» Task objective: Every entry has to be output exactly, with none skipped.

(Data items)
....................

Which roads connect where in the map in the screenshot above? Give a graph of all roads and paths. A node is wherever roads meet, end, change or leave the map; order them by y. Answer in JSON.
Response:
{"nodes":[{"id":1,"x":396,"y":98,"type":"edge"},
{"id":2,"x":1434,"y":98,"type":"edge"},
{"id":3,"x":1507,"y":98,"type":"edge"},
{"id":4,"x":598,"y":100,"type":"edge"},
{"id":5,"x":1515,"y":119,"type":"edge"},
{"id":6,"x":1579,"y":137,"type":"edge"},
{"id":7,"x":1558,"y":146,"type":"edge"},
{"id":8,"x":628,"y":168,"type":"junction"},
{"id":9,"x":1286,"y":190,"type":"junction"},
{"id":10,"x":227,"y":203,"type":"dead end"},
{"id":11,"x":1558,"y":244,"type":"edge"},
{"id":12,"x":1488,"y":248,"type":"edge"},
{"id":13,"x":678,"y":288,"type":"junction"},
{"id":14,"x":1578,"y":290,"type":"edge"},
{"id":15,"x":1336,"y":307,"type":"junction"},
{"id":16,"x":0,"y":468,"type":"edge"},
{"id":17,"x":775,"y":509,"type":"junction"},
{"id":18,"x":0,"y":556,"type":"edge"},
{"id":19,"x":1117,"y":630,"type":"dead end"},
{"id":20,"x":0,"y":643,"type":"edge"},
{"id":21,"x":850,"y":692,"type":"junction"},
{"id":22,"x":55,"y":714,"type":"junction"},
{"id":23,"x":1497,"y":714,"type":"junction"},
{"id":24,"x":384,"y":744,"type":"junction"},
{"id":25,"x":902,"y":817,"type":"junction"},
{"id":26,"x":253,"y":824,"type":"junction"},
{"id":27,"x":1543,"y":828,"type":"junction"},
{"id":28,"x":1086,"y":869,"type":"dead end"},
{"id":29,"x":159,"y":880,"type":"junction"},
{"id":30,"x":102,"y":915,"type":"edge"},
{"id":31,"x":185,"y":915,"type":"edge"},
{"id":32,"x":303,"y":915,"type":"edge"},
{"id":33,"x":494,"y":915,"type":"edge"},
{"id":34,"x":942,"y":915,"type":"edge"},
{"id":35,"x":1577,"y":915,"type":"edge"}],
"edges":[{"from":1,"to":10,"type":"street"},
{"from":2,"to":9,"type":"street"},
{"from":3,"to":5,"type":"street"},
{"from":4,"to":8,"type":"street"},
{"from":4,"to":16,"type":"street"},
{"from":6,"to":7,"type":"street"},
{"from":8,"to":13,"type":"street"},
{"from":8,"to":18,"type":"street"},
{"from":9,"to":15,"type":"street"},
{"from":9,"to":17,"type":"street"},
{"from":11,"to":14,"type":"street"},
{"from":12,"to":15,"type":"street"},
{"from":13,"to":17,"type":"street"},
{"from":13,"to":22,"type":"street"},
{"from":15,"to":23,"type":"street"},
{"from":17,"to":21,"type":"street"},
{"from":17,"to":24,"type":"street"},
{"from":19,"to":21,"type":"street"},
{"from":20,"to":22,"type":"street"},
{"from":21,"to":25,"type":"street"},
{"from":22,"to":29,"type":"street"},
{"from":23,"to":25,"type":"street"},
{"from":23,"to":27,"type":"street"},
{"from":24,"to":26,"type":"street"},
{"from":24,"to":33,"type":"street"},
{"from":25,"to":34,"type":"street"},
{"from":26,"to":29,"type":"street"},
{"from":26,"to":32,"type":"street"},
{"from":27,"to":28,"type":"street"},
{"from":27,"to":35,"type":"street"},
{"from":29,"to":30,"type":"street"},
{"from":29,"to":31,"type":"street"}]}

....................

» Answer below:
Which roads connect where in the map in the screenshot above? Give a graph of all roads and paths. A node is wherever roads meet, end, change or leave the map; order them by y. Answer in JSON.
Response:
{"nodes":[{"id":1,"x":396,"y":98,"type":"edge"},
{"id":2,"x":1434,"y":98,"type":"edge"},
{"id":3,"x":1507,"y":98,"type":"edge"},
{"id":4,"x":598,"y":100,"type":"edge"},
{"id":5,"x":1515,"y":119,"type":"edge"},
{"id":6,"x":1579,"y":137,"type":"edge"},
{"id":7,"x":1558,"y":146,"type":"edge"},
{"id":8,"x":628,"y":168,"type":"junction"},
{"id":9,"x":1286,"y":190,"type":"junction"},
{"id":10,"x":227,"y":203,"type":"dead end"},
{"id":11,"x":1558,"y":244,"type":"edge"},
{"id":12,"x":1488,"y":248,"type":"edge"},
{"id":13,"x":678,"y":288,"type":"junction"},
{"id":14,"x":1578,"y":290,"type":"edge"},
{"id":15,"x":1336,"y":307,"type":"junction"},
{"id":16,"x":0,"y":468,"type":"edge"},
{"id":17,"x":775,"y":509,"type":"junction"},
{"id":18,"x":0,"y":556,"type":"edge"},
{"id":19,"x":1117,"y":630,"type":"dead end"},
{"id":20,"x":0,"y":643,"type":"edge"},
{"id":21,"x":850,"y":692,"type":"junction"},
{"id":22,"x":55,"y":714,"type":"junction"},
{"id":23,"x":1497,"y":714,"type":"junction"},
{"id":24,"x":384,"y":744,"type":"junction"},
{"id":25,"x":902,"y":817,"type":"junction"},
{"id":26,"x":253,"y":824,"type":"junction"},
{"id":27,"x":1543,"y":828,"type":"junction"},
{"id":28,"x":1086,"y":869,"type":"dead end"},
{"id":29,"x":159,"y":880,"type":"junction"},
{"id":30,"x":102,"y":915,"type":"edge"},
{"id":31,"x":185,"y":915,"type":"edge"},
{"id":32,"x":303,"y":915,"type":"edge"},
{"id":33,"x":494,"y":915,"type":"edge"},
{"id":34,"x":942,"y":915,"type":"edge"},
{"id":35,"x":1577,"y":915,"type":"edge"}],
"edges":[{"from":1,"to":10,"type":"street"},
{"from":2,"to":9,"type":"street"},
{"from":3,"to":5,"type":"street"},
{"from":4,"to":8,"type":"street"},
{"from":4,"to":16,"type":"street"},
{"from":6,"to":7,"type":"street"},
{"from":8,"to":13,"type":"street"},
{"from":8,"to":18,"type":"street"},
{"from":9,"to":15,"type":"street"},
{"from":9,"to":17,"type":"street"},
{"from":11,"to":14,"type":"street"},
{"from":12,"to":15,"type":"street"},
{"from":13,"to":17,"type":"street"},
{"from":13,"to":22,"type":"street"},
{"from":15,"to":23,"type":"street"},
{"from":17,"to":21,"type":"street"},
{"from":17,"to":24,"type":"street"},
{"from":19,"to":21,"type":"street"},
{"from":20,"to":22,"type":"street"},
{"from":21,"to":25,"type":"street"},
{"from":22,"to":29,"type":"street"},
{"from":23,"to":25,"type":"street"},
{"from":23,"to":27,"type":"street"},
{"from":24,"to":26,"type":"street"},
{"from":24,"to":33,"type":"street"},
{"from":25,"to":34,"type":"street"},
{"from":26,"to":29,"type":"street"},
{"from":26,"to":32,"type":"street"},
{"from":27,"to":28,"type":"street"},
{"from":27,"to":35,"type":"street"},
{"from":29,"to":30,"type":"street"},
{"from":29,"to":31,"type":"street"}]}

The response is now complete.